A local outlier is a point that is farther away from its neighbors than would be expected by the density of points in the surrounding area. Local outliers are detected by calculating the local outlier factor (LOF) of each feature. The LOF is a measure that describes how isolated a location is compared to its local neighbors, and a higher LOF value indicates greater isolation. The tool can also be used to produce a raster prediction surface that can be used to estimate whether new features will be classified as outliers given the spatial distribution of the data.

Learn more about how Spatial Outlier Detection works

Illustration

Spatial Outlier Detection tool illustration

Usage

  • This tool identifies points supplied in the Input Features parameter as either spatial outliers or spatial inliers. The Keep Only Spatial Outliers parameter can be used to only return points identified as outliers.

  • The tool uses a local neighborhood around each feature, specified in the Number of Neighbors parameter. For local outlier detection, all points within the neighborhood are used, and the default is estimated by the tool at run time. For global outlier detection, only the farthest neighbor in the neighborhood is used, and the default is 1 (the closest neighbor). For example, a value of 3 indicates that global outliers are detected using distances to the third nearest neighbor of each point.

  • For local outlier detection, the Percent of Locations Considered Outliers parameter is used to establish a threshold for the LOF to designate each point feature as an outlier or inlier.

    Note:

    Small differences in values for the Percent of Locations Considered Outliers parameter may result in the same count of output features designated as outliers. This can occur when similarities in spatial distribution for features result in the same LOF value for multiple features.

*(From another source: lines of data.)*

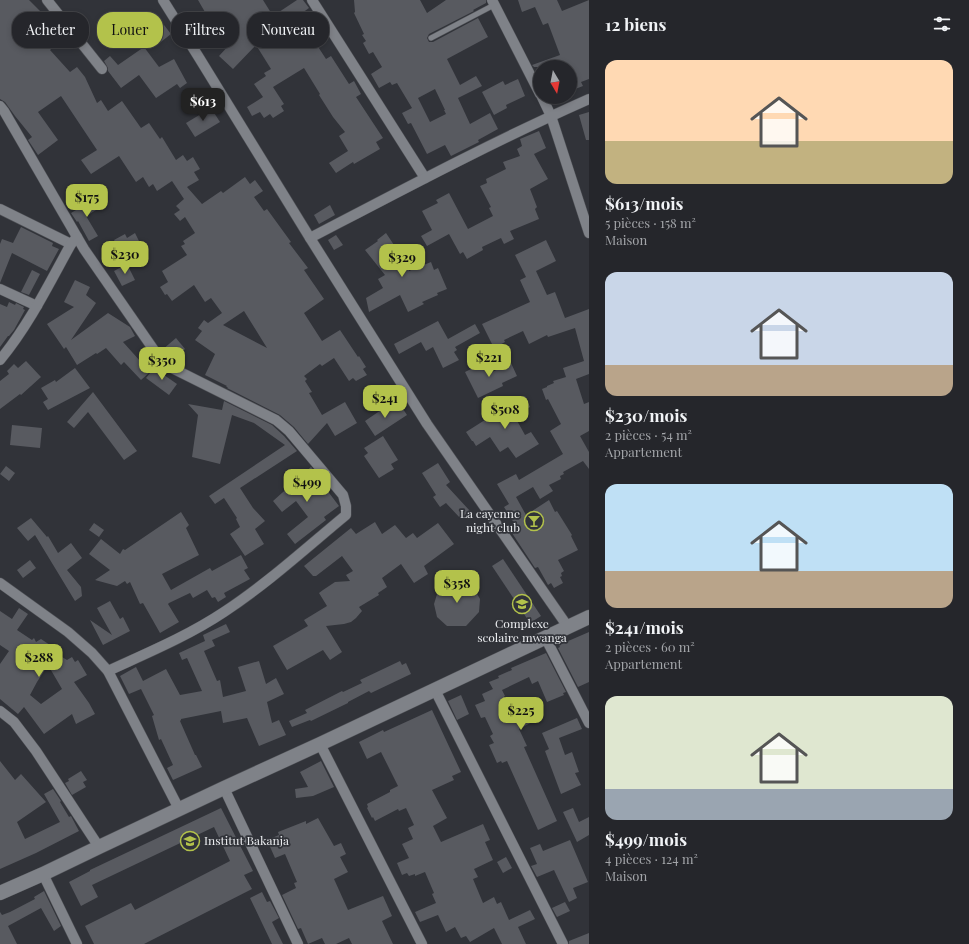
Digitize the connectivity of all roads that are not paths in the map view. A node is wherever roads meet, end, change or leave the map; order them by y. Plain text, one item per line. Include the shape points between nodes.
1 (47, 0) edge
2 (163, 0) edge
3 (312, 0) edge
4 (493, 3) edge
5 (431, 38) dead end
6 (102, 69) dead end
7 (533, 80) edge
8 (589, 99) edge
9 (545, 104) edge
10 (0, 106) edge
11 (551, 116) junction
12 (425, 178) junction
13 (0, 209) edge
14 (589, 233) edge
15 (310, 238) junction
16 (74, 241) junction
17 (0, 289) edge
18 (37, 306) junction
19 (0, 360) edge
20 (0, 584) edge
21 (589, 617) edge
22 (568, 627) junction
23 (545, 637) junction
24 (108, 671) junction
25 (435, 690) junction
26 (0, 711) edge
27 (589, 723) edge
28 (320, 744) junction
29 (224, 788) junction
30 (180, 809) junction
31 (99, 847) junction
32 (43, 874) junction
33 (0, 893) edge
34 (78, 944) edge
35 (298, 944) edge
36 (422, 944) edge
37 (562, 944) edge

1 - 6 street
2 - 15 street
3 - 12 street
4 - 5 lane
4 - 7 street
8 - 11 street
9 - 11 street
10 - 16 street
11 - 12 street
11 - 14 street
12 - 15 street
13 - 16 street
15 - 22 street via 428,424
16 - 18 street
16 - 24 street via 84,249 164,361 172,368 276,420 343,496 346,506 346,515 277,573 225,612 195,630
17 - 18 street
18 - 19 street
20 - 24 street via 68,632
21 - 22 main road
22 - 23 main road
23 - 25 main road
23 - 27 street
24 - 30 street
25 - 28 main road
25 - 37 street
26 - 31 street via 14,722 36,751
28 - 29 main road
28 - 36 street
29 - 30 main road
29 - 35 street
30 - 31 main road
31 - 32 main road
32 - 33 main road
32 - 34 street

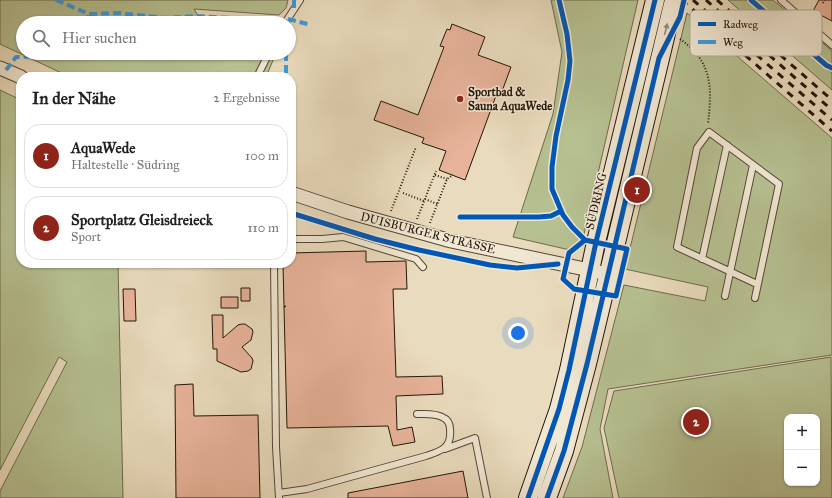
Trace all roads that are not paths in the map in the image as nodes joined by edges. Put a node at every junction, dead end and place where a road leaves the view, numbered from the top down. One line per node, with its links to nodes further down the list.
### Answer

  • The output layer include two charts. The first is a bar chart that displays counts of outliers and inliers. The second chart is a histogram. For local outlier detection, the histogram displays the distribution of LOF values for all point features and the LOF threshold used to determine whether a feature is an outlier or an inlier. For global outlier detection, the histogram instead shows the distribution of neighbor distances and the associated threshold.

  • If the Input Features parameter value has a z-coordinate, the tool will honor the 3D nature of the data by detecting spatial outliers in 3D space. When added to a scene view, the output features display in 3D to visualize the 3D spatial outliers. If the unit (for example, meters) of z-coordinate is not defined in a vertical coordinate system, the unit is assumed to be the same as the x,y coordinates.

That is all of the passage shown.